Your objective
Search the listing below for the string "junctions", then copy every line it appears in.
BEGIN Source material
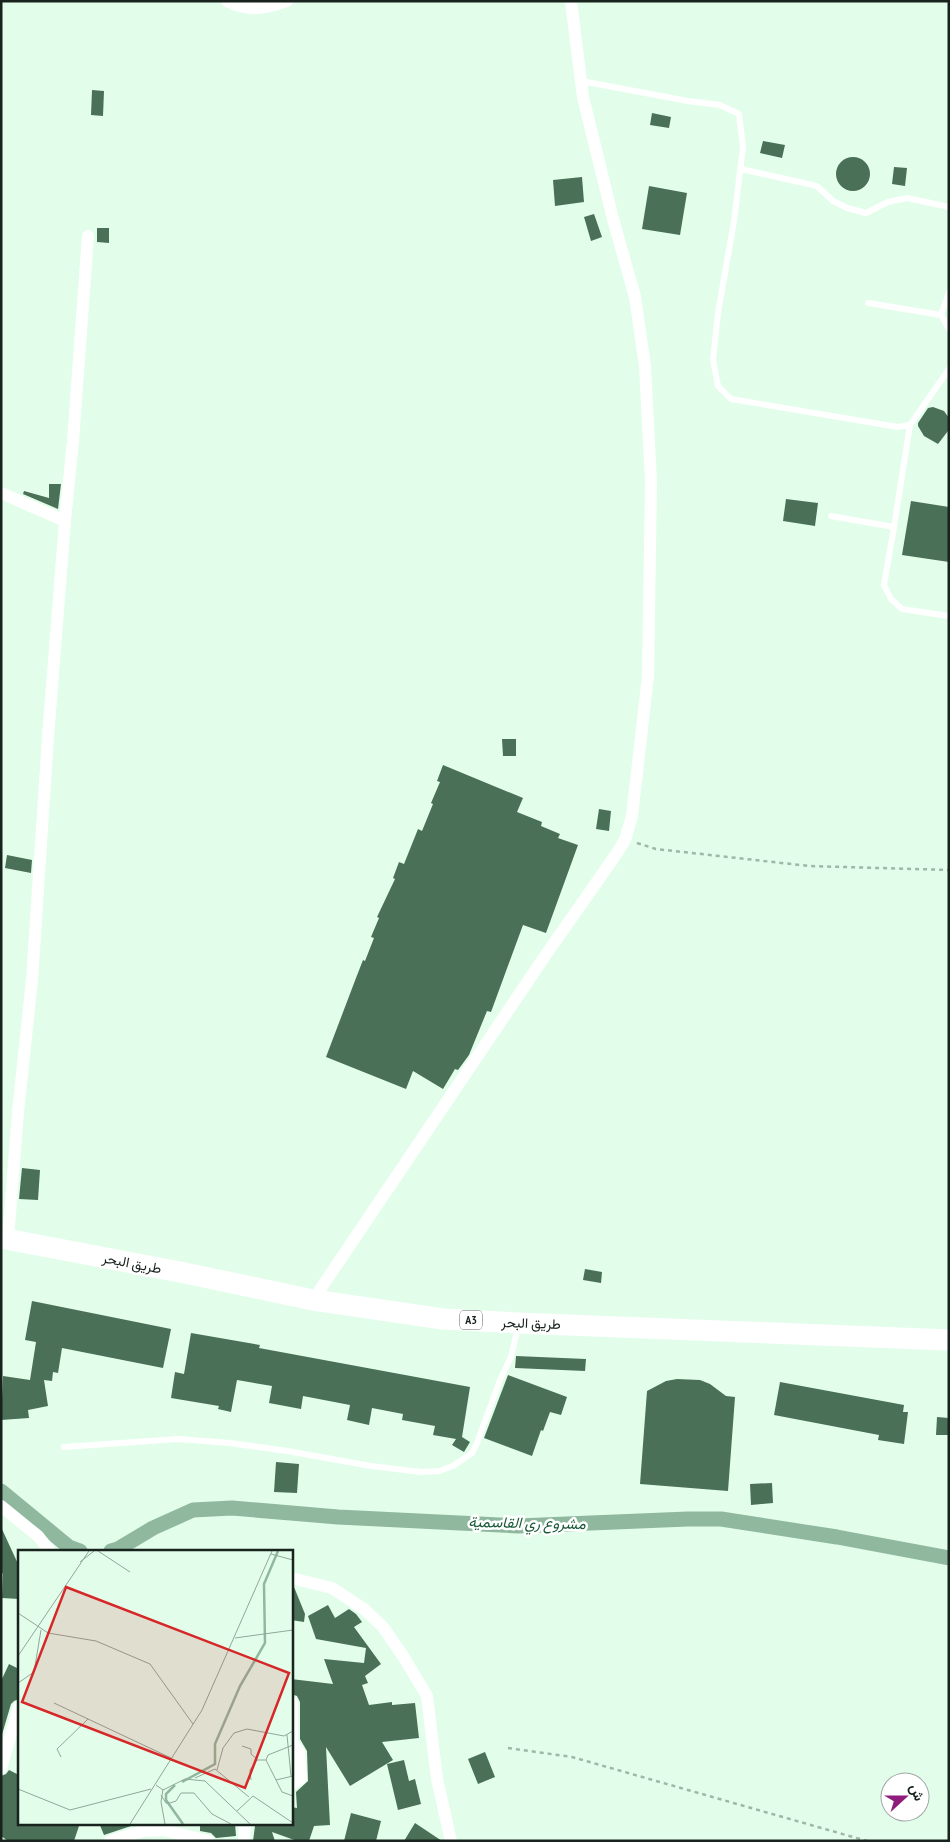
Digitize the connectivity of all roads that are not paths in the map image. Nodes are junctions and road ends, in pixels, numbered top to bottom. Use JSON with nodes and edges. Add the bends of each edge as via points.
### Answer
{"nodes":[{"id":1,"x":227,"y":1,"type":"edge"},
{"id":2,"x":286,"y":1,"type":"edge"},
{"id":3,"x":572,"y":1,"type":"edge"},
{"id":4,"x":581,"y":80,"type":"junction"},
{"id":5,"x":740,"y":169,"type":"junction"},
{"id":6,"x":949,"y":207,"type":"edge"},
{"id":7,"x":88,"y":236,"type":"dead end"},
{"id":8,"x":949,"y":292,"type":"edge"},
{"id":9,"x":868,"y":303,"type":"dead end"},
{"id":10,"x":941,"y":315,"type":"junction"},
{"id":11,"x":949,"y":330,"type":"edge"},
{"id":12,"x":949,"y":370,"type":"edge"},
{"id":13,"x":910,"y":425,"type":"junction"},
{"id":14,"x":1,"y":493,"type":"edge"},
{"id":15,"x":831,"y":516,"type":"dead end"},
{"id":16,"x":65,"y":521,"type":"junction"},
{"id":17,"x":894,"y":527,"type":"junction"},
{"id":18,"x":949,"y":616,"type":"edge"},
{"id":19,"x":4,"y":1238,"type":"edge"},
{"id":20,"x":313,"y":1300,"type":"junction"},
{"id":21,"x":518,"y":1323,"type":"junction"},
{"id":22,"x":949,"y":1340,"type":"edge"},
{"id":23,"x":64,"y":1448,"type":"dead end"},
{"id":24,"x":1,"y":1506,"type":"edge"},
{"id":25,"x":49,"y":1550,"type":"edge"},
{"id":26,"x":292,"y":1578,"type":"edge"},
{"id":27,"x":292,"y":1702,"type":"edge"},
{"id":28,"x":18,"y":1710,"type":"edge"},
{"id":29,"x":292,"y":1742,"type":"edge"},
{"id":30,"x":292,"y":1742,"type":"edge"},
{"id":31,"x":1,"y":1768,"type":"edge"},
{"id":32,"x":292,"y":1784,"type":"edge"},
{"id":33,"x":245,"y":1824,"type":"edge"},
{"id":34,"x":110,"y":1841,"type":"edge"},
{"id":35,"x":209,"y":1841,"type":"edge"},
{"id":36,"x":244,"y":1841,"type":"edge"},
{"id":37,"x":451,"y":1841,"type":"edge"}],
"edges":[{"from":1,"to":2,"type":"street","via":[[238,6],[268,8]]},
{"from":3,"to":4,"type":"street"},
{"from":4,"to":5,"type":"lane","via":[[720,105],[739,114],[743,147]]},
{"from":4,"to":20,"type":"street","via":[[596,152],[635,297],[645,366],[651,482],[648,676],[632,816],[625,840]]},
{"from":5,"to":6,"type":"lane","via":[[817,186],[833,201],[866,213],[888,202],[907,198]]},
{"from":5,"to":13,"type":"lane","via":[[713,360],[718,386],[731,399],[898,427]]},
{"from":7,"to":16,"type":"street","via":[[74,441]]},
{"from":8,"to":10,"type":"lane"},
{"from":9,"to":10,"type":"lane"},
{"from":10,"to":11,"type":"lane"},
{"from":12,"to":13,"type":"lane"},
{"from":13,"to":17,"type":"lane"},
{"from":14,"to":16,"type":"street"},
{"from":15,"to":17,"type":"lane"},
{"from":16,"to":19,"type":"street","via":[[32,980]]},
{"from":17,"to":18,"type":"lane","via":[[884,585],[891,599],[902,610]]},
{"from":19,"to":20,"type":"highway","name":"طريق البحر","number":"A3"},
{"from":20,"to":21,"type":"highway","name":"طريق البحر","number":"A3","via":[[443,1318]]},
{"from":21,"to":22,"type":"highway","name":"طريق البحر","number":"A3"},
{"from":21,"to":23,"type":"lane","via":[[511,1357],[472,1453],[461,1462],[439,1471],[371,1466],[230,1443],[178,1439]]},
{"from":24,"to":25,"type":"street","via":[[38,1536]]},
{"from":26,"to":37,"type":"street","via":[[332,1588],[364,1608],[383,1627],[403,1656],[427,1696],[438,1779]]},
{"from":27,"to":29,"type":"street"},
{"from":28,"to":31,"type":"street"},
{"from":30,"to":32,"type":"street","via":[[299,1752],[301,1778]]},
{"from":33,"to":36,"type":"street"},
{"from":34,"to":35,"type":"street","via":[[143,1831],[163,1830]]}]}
END Source material
BEGIN Source material
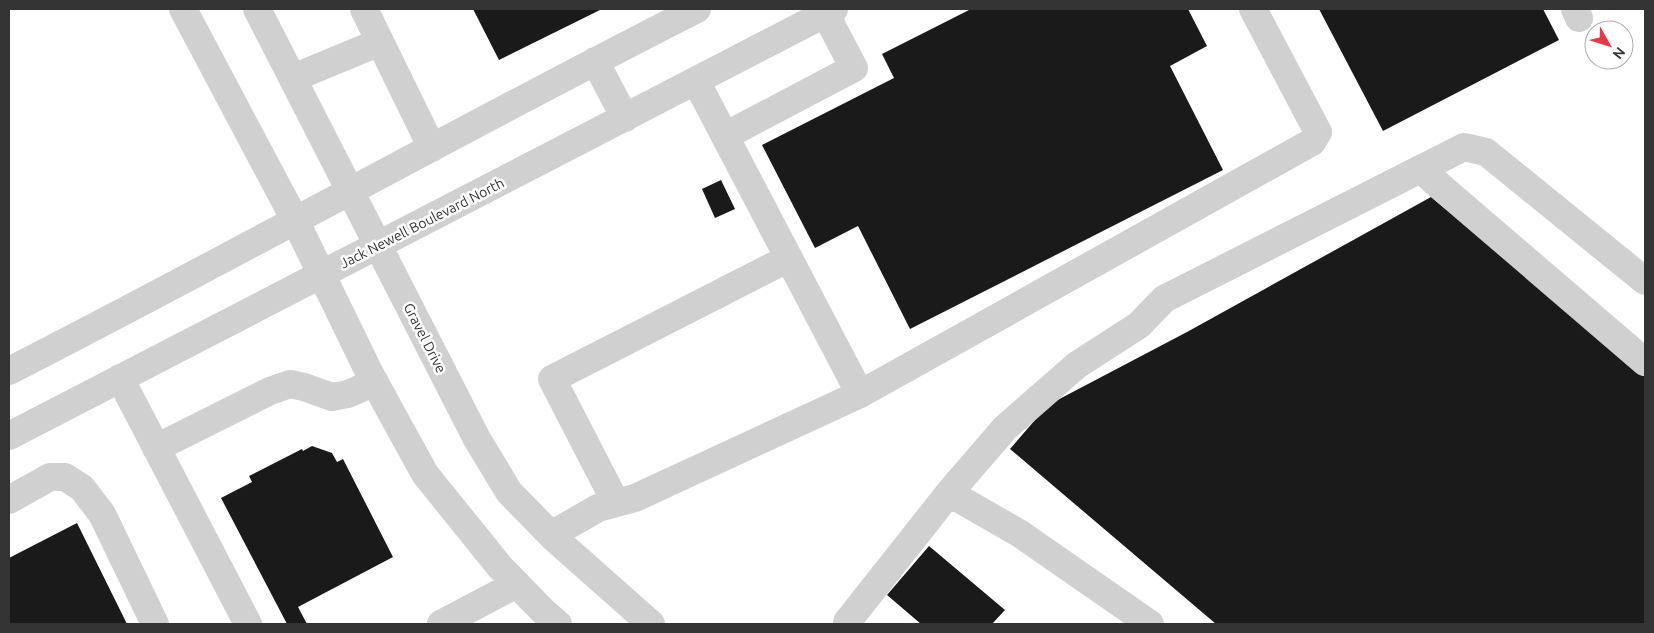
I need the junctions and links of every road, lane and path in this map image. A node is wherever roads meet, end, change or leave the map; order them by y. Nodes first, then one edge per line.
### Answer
END Source material
Task response
Digitize the connectivity of all roads that are not paths in the map image. Nodes are junctions and road ends, in pixels, numbered top to bottom. Use JSON with nodes and edges. Add the bends of each edge as via points.
I need the junctions and links of every road, lane and path in this map image. A node is wherever roads meet, end, change or leave the map; order them by y. Nodes first, then one edge per line.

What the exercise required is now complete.